Work order -> Within the records below, filter for lines carrying the word "farPoinames" and copy them.

(Saved data entries)
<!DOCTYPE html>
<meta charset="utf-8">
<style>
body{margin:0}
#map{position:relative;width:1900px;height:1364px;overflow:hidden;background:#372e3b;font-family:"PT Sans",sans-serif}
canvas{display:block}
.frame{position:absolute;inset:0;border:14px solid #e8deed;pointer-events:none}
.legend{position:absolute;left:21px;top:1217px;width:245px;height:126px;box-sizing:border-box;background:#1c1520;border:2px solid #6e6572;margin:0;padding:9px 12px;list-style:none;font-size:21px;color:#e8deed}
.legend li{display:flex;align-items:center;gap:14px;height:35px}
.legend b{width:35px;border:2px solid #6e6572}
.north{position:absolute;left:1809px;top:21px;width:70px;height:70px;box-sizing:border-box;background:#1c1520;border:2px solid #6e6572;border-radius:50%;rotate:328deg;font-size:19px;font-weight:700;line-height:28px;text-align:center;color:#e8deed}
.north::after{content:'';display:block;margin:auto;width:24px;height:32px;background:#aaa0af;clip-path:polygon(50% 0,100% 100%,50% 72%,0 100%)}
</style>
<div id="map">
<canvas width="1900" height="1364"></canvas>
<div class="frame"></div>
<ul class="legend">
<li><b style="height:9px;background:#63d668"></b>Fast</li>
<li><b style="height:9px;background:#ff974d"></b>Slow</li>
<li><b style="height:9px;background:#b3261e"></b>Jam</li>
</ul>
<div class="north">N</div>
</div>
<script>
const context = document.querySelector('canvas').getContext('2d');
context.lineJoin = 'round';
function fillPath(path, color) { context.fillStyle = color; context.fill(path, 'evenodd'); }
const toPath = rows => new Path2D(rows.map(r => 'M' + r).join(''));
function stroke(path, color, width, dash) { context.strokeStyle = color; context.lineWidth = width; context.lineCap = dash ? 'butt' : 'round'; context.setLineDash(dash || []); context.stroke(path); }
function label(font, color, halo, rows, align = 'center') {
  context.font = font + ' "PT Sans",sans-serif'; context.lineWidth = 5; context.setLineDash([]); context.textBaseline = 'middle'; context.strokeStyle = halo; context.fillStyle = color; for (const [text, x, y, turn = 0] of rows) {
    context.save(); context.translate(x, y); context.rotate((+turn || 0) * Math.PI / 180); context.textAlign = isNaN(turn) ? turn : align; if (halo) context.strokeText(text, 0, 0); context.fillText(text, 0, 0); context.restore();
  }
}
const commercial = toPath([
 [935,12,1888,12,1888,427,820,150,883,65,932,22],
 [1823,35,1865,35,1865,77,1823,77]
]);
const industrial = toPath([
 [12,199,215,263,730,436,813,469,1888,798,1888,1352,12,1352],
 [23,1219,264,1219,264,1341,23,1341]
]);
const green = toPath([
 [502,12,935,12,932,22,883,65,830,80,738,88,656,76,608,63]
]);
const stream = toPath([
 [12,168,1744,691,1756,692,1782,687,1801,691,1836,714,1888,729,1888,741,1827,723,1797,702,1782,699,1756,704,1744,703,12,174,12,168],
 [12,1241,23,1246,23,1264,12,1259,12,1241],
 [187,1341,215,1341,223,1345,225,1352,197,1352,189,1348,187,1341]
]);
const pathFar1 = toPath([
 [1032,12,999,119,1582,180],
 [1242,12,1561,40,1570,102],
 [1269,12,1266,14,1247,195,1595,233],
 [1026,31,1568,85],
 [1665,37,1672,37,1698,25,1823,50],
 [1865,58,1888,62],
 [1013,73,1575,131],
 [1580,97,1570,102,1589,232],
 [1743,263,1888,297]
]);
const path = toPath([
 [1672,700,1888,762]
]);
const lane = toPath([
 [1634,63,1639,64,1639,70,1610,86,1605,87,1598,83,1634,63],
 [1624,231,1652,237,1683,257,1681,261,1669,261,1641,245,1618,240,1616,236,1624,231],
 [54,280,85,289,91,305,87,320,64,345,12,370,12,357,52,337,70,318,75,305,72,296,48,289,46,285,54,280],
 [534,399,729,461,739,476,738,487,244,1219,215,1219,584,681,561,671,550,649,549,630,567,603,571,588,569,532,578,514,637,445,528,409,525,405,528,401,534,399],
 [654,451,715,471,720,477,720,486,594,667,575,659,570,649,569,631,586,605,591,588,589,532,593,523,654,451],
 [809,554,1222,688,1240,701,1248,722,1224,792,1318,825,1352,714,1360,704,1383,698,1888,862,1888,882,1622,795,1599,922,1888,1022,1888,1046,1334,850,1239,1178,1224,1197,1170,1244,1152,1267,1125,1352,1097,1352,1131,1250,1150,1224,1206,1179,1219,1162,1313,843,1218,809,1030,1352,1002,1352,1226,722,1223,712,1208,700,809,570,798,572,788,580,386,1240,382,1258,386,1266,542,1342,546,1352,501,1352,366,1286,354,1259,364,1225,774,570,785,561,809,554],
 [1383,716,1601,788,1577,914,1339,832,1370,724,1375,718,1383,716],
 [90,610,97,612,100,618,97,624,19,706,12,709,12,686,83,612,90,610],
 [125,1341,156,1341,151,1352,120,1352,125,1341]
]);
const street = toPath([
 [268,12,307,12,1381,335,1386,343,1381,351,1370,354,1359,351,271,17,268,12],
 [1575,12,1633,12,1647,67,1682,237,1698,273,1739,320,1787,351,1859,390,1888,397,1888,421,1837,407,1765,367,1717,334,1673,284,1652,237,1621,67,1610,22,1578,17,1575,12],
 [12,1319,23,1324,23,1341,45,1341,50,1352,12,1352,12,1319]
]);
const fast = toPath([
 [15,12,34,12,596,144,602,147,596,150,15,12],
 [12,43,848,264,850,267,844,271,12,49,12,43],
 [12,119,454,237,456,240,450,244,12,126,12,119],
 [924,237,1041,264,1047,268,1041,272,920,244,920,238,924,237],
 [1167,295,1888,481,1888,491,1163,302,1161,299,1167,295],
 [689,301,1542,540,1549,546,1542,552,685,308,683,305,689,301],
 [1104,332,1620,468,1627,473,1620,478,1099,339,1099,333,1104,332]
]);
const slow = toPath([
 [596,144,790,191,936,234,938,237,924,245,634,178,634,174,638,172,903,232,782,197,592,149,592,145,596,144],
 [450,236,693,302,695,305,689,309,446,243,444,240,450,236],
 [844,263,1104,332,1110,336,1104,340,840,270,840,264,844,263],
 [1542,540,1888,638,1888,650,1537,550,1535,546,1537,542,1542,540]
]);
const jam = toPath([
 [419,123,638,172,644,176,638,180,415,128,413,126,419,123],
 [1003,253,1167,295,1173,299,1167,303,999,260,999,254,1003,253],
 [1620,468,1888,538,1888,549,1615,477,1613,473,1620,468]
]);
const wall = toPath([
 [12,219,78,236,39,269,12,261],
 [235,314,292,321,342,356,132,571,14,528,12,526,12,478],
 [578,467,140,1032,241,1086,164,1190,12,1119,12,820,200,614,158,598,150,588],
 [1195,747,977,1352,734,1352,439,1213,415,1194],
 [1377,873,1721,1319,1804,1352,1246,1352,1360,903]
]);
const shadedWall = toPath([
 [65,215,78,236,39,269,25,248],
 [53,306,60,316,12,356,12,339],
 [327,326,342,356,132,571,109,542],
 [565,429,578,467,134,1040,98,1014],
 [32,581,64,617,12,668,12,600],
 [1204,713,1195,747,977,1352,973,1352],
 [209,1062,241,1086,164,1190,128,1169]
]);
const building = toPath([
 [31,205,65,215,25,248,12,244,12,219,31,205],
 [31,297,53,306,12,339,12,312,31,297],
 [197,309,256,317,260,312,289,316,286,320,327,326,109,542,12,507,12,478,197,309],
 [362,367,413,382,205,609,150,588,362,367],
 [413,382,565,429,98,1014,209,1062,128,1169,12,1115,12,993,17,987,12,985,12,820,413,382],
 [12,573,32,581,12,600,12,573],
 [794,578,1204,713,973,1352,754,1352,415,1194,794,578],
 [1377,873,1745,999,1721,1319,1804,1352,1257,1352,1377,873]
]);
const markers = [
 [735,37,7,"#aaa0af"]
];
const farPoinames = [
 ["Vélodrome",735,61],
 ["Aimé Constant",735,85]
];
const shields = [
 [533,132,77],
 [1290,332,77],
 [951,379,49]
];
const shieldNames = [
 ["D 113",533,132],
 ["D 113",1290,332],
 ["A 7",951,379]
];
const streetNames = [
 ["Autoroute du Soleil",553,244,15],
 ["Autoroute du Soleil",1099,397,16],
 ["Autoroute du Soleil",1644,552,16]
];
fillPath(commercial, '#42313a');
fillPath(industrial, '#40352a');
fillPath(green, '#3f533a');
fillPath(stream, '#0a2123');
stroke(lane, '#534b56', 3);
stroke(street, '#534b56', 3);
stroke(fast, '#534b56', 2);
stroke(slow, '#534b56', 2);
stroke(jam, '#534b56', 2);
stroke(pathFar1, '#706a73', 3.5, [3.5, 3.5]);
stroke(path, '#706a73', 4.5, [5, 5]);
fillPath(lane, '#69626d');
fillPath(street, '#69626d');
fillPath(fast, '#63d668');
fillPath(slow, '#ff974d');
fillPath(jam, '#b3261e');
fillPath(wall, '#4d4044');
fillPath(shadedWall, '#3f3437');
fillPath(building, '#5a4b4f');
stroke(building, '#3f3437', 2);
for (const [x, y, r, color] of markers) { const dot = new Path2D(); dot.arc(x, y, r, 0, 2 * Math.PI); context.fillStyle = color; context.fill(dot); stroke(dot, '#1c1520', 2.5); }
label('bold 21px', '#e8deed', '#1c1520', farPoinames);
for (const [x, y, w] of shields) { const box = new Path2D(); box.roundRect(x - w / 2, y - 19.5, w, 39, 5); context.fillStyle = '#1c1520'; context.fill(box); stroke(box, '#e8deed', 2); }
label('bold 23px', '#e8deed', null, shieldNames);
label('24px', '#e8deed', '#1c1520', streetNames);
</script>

Response ->
const farPoinames = [
label('bold 21px', '#e8deed', '#1c1520', farPoinames);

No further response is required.